EXERCISE DETAILS :: A faithful copy of all the records is needed, with the pictures omitted.

DATA PROVIDED ::
----

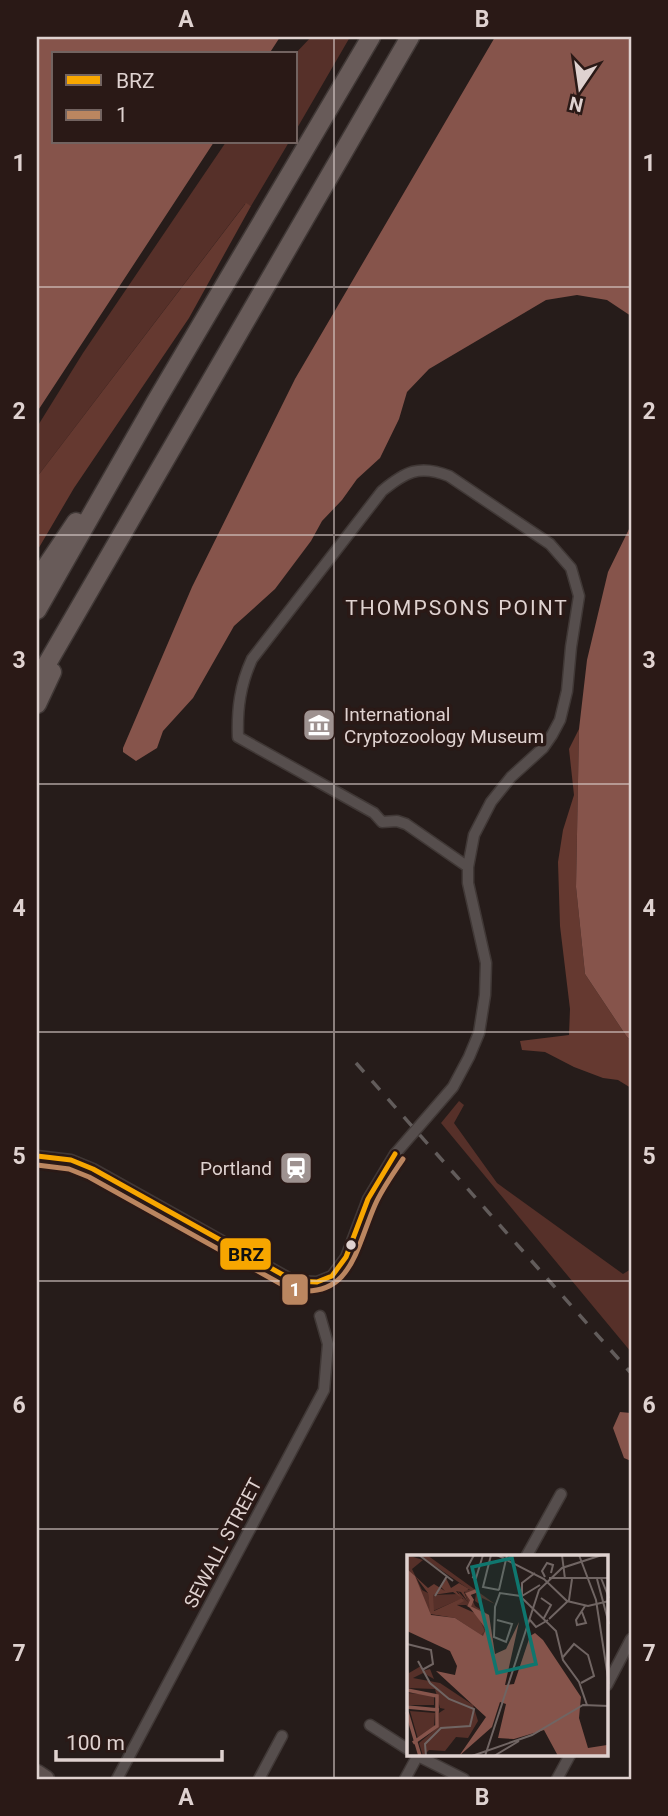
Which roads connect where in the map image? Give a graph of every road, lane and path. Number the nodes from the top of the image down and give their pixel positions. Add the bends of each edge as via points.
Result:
1 (371, 37) edge
2 (410, 37) edge
3 (155, 403) junction
4 (37, 580) edge
5 (37, 610) edge
6 (51, 664) junction
7 (37, 681) edge
8 (37, 704) edge
9 (468, 867) junction
10 (37, 1156) edge
11 (320, 1316) dead end
12 (561, 1494) dead end
13 (527, 1555) edge
14 (631, 1639) edge
15 (608, 1683) edge
16 (370, 1725) dead end
17 (282, 1736) dead end
18 (407, 1749) edge
19 (416, 1756) edge
20 (419, 1756) edge
21 (569, 1756) edge
22 (37, 1773) edge
23 (46, 1779) edge
24 (117, 1779) edge
25 (260, 1779) edge
26 (405, 1779) edge
27 (464, 1779) edge
28 (556, 1779) edge

1 - 3 highway
2 - 6 highway via 95,580
3 - 4 highway
3 - 5 highway
6 - 7 highway
6 - 8 highway
9 - 9 street via 406,824 383,822 238,737 238,701 252,659 382,491 414,471 449,476 550,544 571,568 579,596 560,720 543,748 491,802 474,835
9 - 10 street via 485,964 479,1032 453,1087 405,1140 368,1199 346,1256 332,1276 317,1282 294,1281 93,1168
11 - 24 street, SEWALL STREET via 328,1344 324,1390
12 - 13 street
14 - 15 street
16 - 18 street
17 - 25 street
19 - 26 street
20 - 27 street
21 - 28 street
22 - 23 main road

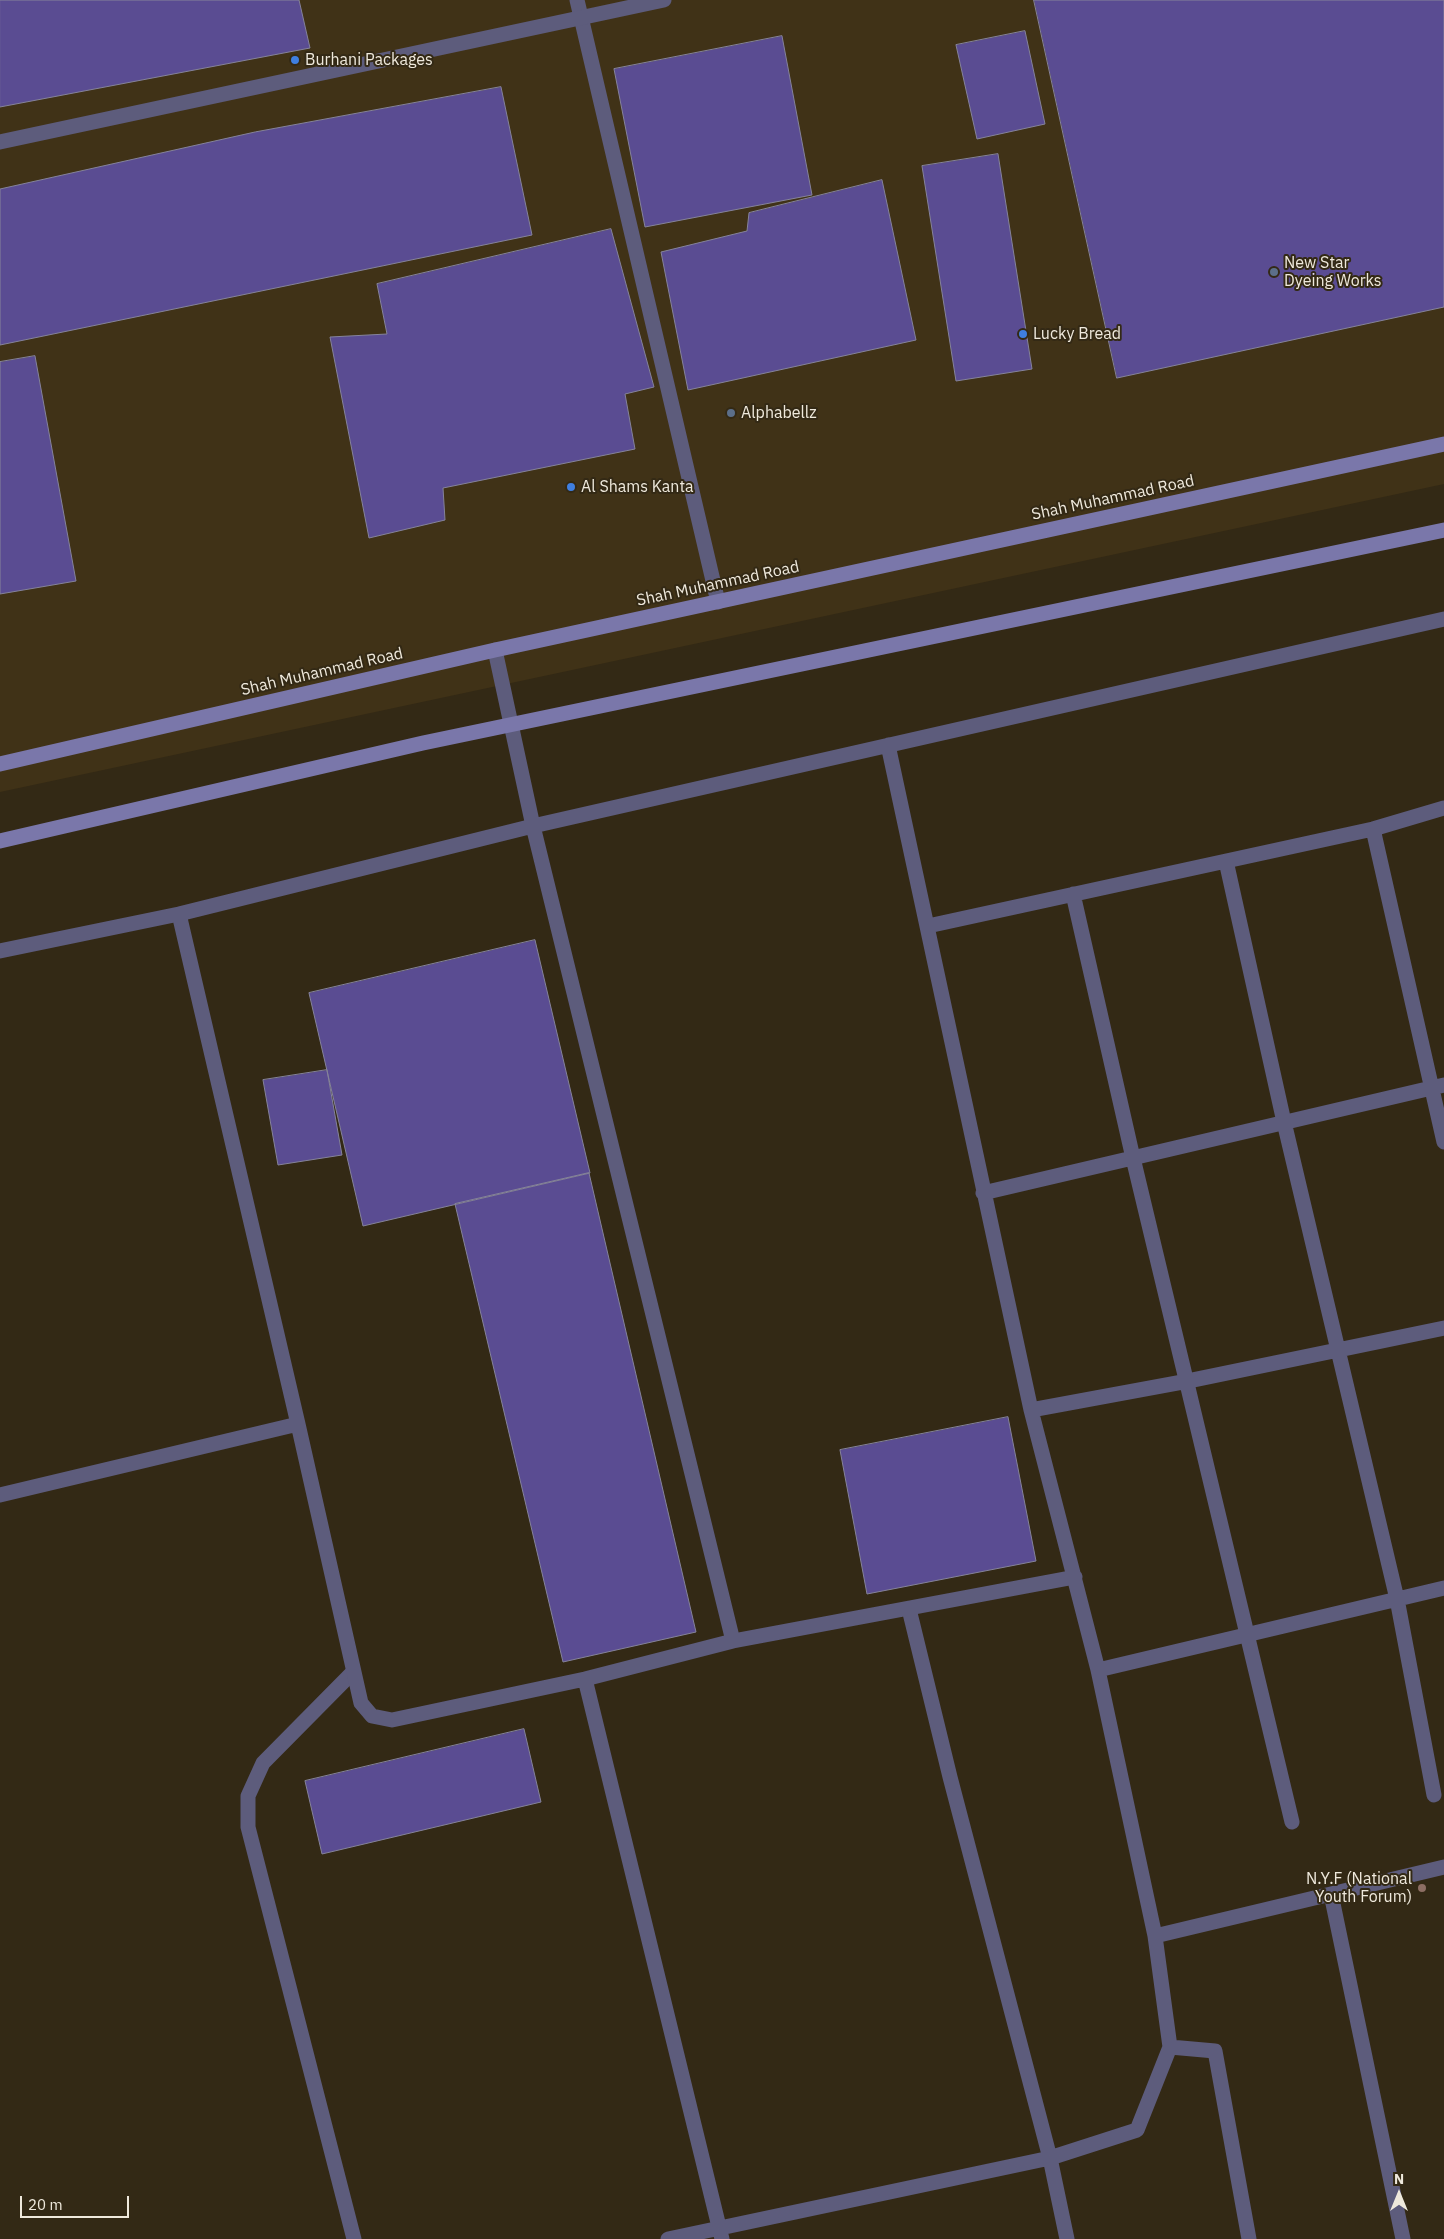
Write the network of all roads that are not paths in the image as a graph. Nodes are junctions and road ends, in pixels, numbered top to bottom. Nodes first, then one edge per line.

----

TASK ANSWER ::
Which roads connect where in the map image? Give a graph of every road, lane and path. Number the nodes from the top of the image down and give their pixel positions. Add the bends of each edge as via points.
Result:
1 (371, 37) edge
2 (410, 37) edge
3 (155, 403) junction
4 (37, 580) edge
5 (37, 610) edge
6 (51, 664) junction
7 (37, 681) edge
8 (37, 704) edge
9 (468, 867) junction
10 (37, 1156) edge
11 (320, 1316) dead end
12 (561, 1494) dead end
13 (527, 1555) edge
14 (631, 1639) edge
15 (608, 1683) edge
16 (370, 1725) dead end
17 (282, 1736) dead end
18 (407, 1749) edge
19 (416, 1756) edge
20 (419, 1756) edge
21 (569, 1756) edge
22 (37, 1773) edge
23 (46, 1779) edge
24 (117, 1779) edge
25 (260, 1779) edge
26 (405, 1779) edge
27 (464, 1779) edge
28 (556, 1779) edge

1 - 3 highway
2 - 6 highway via 95,580
3 - 4 highway
3 - 5 highway
6 - 7 highway
6 - 8 highway
9 - 9 street via 406,824 383,822 238,737 238,701 252,659 382,491 414,471 449,476 550,544 571,568 579,596 560,720 543,748 491,802 474,835
9 - 10 street via 485,964 479,1032 453,1087 405,1140 368,1199 346,1256 332,1276 317,1282 294,1281 93,1168
11 - 24 street, SEWALL STREET via 328,1344 324,1390
12 - 13 street
14 - 15 street
16 - 18 street
17 - 25 street
19 - 26 street
20 - 27 street
21 - 28 street
22 - 23 main road

Write the network of all roads that are not paths in the image as a graph. Nodes are junctions and road ends, in pixels, numbered top to bottom. Nodes first, then one edge per line.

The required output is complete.